◆ **Data**
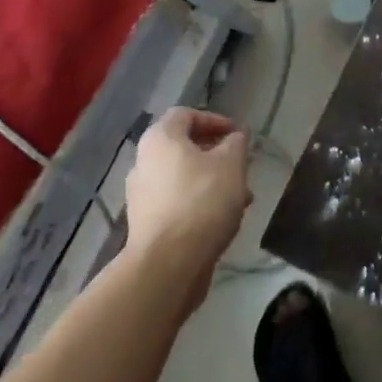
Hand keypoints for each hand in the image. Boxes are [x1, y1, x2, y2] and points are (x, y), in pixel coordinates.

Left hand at [123, 107, 252, 312]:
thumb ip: (236, 143)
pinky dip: (198, 204)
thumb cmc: (201, 201)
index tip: (236, 135)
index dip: (214, 119)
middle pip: (183, 148)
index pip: (186, 114)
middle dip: (216, 155)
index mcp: (160, 138)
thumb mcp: (231, 164)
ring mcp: (141, 196)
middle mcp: (144, 162)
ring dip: (211, 182)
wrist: (167, 266)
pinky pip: (176, 203)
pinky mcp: (145, 225)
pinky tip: (221, 220)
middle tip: (240, 166)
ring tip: (240, 198)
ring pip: (182, 178)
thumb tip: (235, 136)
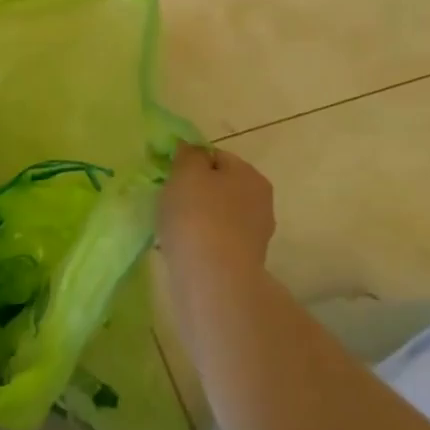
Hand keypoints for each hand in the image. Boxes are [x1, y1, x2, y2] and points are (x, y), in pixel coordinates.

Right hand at [157, 143, 275, 276]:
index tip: (169, 177)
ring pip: (218, 215)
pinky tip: (184, 249)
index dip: (190, 163)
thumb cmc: (198, 216)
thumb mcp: (186, 173)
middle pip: (220, 187)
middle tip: (169, 202)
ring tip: (173, 230)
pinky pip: (217, 241)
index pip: (216, 157)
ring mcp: (256, 234)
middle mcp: (261, 201)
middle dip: (196, 192)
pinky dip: (201, 242)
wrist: (213, 280)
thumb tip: (191, 149)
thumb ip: (188, 155)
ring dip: (198, 219)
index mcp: (250, 175)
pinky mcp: (245, 262)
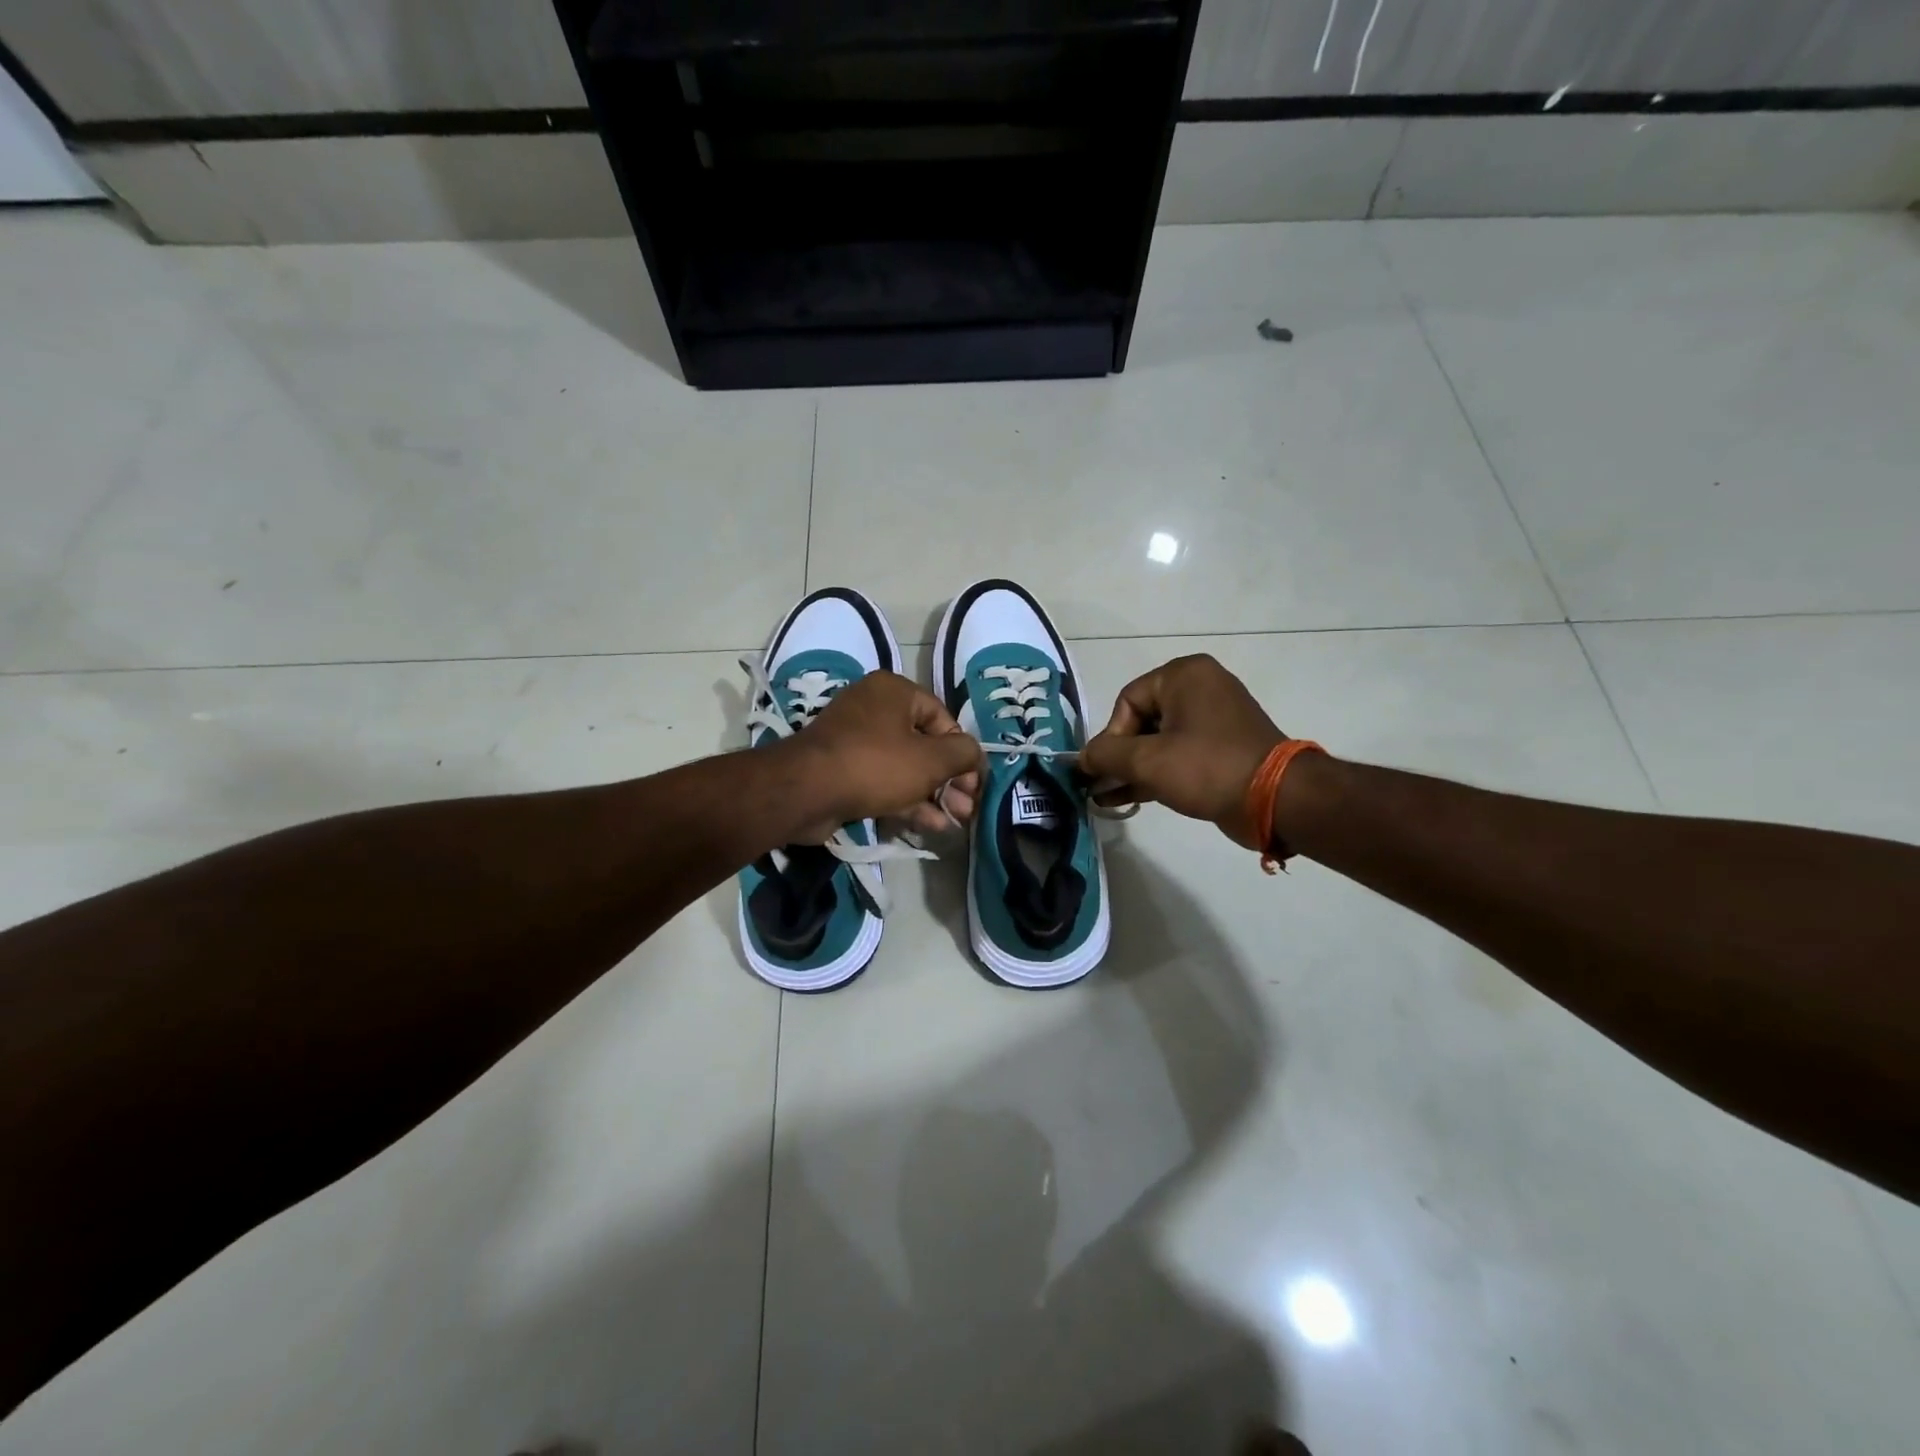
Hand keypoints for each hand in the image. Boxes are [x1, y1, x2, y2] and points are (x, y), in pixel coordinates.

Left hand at [789, 672, 982, 838]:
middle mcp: (874, 708)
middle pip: (925, 744)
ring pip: (905, 766)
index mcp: (894, 691)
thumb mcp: (931, 759)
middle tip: (967, 807)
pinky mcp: (843, 770)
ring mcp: (855, 740)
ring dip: (933, 794)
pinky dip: (907, 800)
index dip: (963, 752)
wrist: (806, 792)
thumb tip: (975, 755)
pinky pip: (883, 781)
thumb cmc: (876, 765)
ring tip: (955, 821)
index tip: (974, 783)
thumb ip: (963, 754)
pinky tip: (931, 825)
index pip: (943, 718)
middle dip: (950, 779)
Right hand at [1077, 654, 1285, 847]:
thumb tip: (1081, 759)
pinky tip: (1126, 799)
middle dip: (1119, 756)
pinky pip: (1178, 755)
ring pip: (1158, 741)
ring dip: (1132, 769)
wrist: (1276, 799)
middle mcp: (1200, 688)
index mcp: (1184, 675)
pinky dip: (1154, 774)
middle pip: (1141, 721)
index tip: (1105, 769)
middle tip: (1101, 785)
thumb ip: (1105, 755)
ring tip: (1105, 798)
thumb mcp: (1146, 760)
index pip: (1127, 701)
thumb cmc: (1207, 767)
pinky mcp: (1222, 748)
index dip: (1111, 737)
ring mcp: (1214, 719)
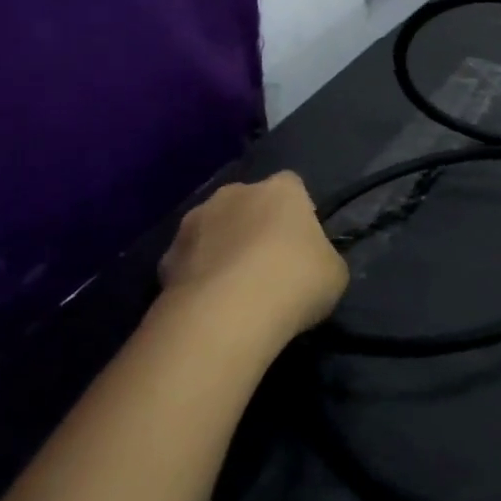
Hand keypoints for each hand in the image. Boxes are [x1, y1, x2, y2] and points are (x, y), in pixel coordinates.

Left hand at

◆ **What to produce**
After locating "thumb mcp: (231, 164)" and "ring tip: (955, 821)" in the records above, return exactly the line holding each one and every line between them; leave out the pictures.

◆ **Task answer**
thumb mcp: (231, 164)
ring mcp: (141, 196)
middle mcp: (144, 162)
ring dip: (211, 182)
wrist: (167, 266)
pinky pip: (176, 203)
pinky mcp: (145, 225)
pinky tip: (221, 220)
middle tip: (240, 166)
ring tip: (240, 198)
ring pip: (182, 178)
thumb tip: (235, 136)
Hand keypoints for each hand in the image. Boxes are [x1, y1, x2, y2] and points are (x, y), in pixel coordinates.

Right hand at [157, 143, 275, 276]:
index tip: (169, 177)
ring pip: (218, 215)
pinky tip: (184, 249)
index dip: (190, 163)
thumb cmc: (198, 216)
thumb mcp: (186, 173)
middle pip: (220, 187)
middle tip: (169, 202)
ring tip: (173, 230)
pinky pip: (217, 241)
index pip: (216, 157)
ring mcp: (256, 234)
middle mcp: (261, 201)
middle dip: (196, 192)
pinky dip: (201, 242)
wrist: (213, 280)
thumb tip: (191, 149)
thumb ip: (188, 155)
ring dip: (198, 219)
index mcp: (250, 175)
pinky mcp: (245, 262)
Hand keypoints for each hand in the image. Boxes are [x1, y1, x2, y2] and points are (x, y), in pixel coordinates.

Left hand at [789, 672, 982, 838]:
middle mcp: (874, 708)
middle pip: (925, 744)
ring pip: (905, 766)
index mcp: (894, 691)
thumb mcp: (931, 759)
middle tip: (967, 807)
pinky mcp: (843, 770)
ring mcp: (855, 740)
ring dip: (933, 794)
pinky dip: (907, 800)
index dip: (963, 752)
wrist: (806, 792)
thumb tip: (975, 755)
pinky pip: (883, 781)
thumb cmc: (876, 765)
ring tip: (955, 821)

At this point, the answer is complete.